Aydelotte v. Bloom

This is an action to recover the reasonable value of services rendered as an attorney at law. The case was tried with a jury, and in accordance with its verdict a judgment was entered in favor of the plaintiff and against the defendant for the sum of $600. This appeal is from an order denying defendant's motion for a new trial.

The evidence upon both sides presented has been read and considered. Very briefly the facts are as follows: The plaintiff testified that he rendered the defendant certain services as an attorney at law; that the reasonable compensation for such services was $1,000. He rendered a bill, however, for $750, and sued for this amount. His testimony as to the services rendered and as to their value was corroborated. The defendant did not dispute that the plaintiff had rendered the services, but claimed that they were performed, not as an attorney at law but as an expert bookkeeper, and that they were not so extensive as claimed by plaintiff, and that the reasonable value of the same was $265, and introduced evidence to that effect.

It thus appears that there is a conflict in the evidence; and as there is evidence to sustain the verdict of the jury, this court, as has been repeatedly held, will not interfere. (Berger v. Horlock, 10 Cal. 352, [101 P. 918]; Ernest v.McAuley, 155 Cal. 739, [102 P. 924].) In the case of Long v.Saufley, 89 Cal. 437, [26 P. 902], it was said: "This court has repeatedly held that the decision of the trial court upon conflicting evidence is conclusive, and that when that court upon a *Page 58 motion for a new trial has refused to set aside such decision, this court will not reverse or even review its action."

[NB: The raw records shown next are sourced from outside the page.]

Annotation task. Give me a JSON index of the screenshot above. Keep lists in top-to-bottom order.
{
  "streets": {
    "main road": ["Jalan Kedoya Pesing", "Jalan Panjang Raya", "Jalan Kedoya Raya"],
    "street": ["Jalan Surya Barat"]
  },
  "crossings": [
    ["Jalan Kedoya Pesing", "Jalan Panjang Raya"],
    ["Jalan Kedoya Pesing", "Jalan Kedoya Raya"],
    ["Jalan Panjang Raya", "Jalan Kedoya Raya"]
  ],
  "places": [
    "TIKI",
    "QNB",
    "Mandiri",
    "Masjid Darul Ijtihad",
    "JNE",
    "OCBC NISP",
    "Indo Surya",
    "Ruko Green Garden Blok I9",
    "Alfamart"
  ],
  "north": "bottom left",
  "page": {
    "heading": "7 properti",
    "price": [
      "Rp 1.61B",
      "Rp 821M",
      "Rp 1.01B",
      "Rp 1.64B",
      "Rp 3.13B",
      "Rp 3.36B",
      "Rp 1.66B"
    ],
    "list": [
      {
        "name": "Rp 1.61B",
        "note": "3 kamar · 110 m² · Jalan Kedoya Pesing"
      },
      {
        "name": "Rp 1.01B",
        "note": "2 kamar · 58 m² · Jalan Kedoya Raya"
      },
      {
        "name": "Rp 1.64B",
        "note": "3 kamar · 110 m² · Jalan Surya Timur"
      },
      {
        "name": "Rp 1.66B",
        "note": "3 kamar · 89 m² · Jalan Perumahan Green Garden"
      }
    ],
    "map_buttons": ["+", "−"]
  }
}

One of plaintiff's witnesses, an attorney at law, in testifying as to what in his opinion plaintiff's services were reasonably worth, said: "I should say he should be entitled to a retainer of $500, and his services should be worth in addition to that from $700 or $750 to $1,000. I should say that he should have $1,250 for those services including the retainer." Defendant objected to that part of the answer referring to the retainer, and now claims that as the plaintiff did not sue for or demand a retainer the testimony was erroneously admitted. It is true that the plaintiff does not in his complaint in terms mention a retaining fee, but merely alleges that the amount sought to be recovered is the reasonable value of the services rendered; but it has been decided that upon such an allegation an attorney may in proving such value include therein the amount of a reasonable retaining fee. (Knight v. Russ, 77 Cal. 410, [19 P. 698]; Roche v.Baldwin, 143 Cal. 186, [76 P. 956].) In the former case the court said: "When an action is brought to recover the value of an attorney's services the retainer, it not having been paid, constitutes a part of the plaintiff's cause of action, but it is not necessary to set forth the items of the account in the complaint. It is sufficient to state the facts constituting the cause of action in ordinary and concise language, and if the defendant desires further particulars, he may call for them, and they must be given to him within a reasonable time. (Code Civ. Proc., secs. 426, 454.) At the trial, if an issue has been tendered as to the value of the services, their value must be proved, and that will include the value of the retainer." In the case at bar, on the demand of defendant a bill of particulars was furnished, which included various items of disbursements, and one item detailing the various services rendered, and making one lumping charge for the whole of those services. No further bill of particulars was called for. It was in proving the value of the services detailed in this last-mentioned item that the testimony was received as to the amount of a reasonable retaining fee; and we think, under the authority of the two cases last cited, that the evidence was properly received.

The order appealed from is affirmed.